(Stored data entries)
*** Begin section ***
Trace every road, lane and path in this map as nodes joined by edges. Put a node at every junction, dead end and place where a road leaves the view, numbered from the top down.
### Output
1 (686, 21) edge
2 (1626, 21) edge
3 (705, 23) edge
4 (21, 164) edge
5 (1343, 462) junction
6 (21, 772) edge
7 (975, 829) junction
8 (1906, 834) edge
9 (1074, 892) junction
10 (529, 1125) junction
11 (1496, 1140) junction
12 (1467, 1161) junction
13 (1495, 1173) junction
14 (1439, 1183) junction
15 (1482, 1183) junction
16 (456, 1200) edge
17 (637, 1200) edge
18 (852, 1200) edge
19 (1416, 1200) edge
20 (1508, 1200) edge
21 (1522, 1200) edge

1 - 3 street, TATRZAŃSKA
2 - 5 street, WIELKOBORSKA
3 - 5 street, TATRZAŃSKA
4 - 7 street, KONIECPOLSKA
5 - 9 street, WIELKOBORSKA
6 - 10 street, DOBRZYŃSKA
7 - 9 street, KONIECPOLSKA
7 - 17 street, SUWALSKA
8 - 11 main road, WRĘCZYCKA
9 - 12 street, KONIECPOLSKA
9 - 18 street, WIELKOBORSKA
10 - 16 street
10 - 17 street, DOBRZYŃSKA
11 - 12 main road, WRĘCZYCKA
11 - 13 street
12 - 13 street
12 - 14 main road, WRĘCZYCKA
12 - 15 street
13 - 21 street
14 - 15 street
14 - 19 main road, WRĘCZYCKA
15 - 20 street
*** End section ***
YOUR OBJECTIVE: In the entries above, identify every line with the string "KONIECPOLSKA".

YOUR RESPONSE:
4 - 7 street, KONIECPOLSKA
7 - 9 street, KONIECPOLSKA
9 - 12 street, KONIECPOLSKA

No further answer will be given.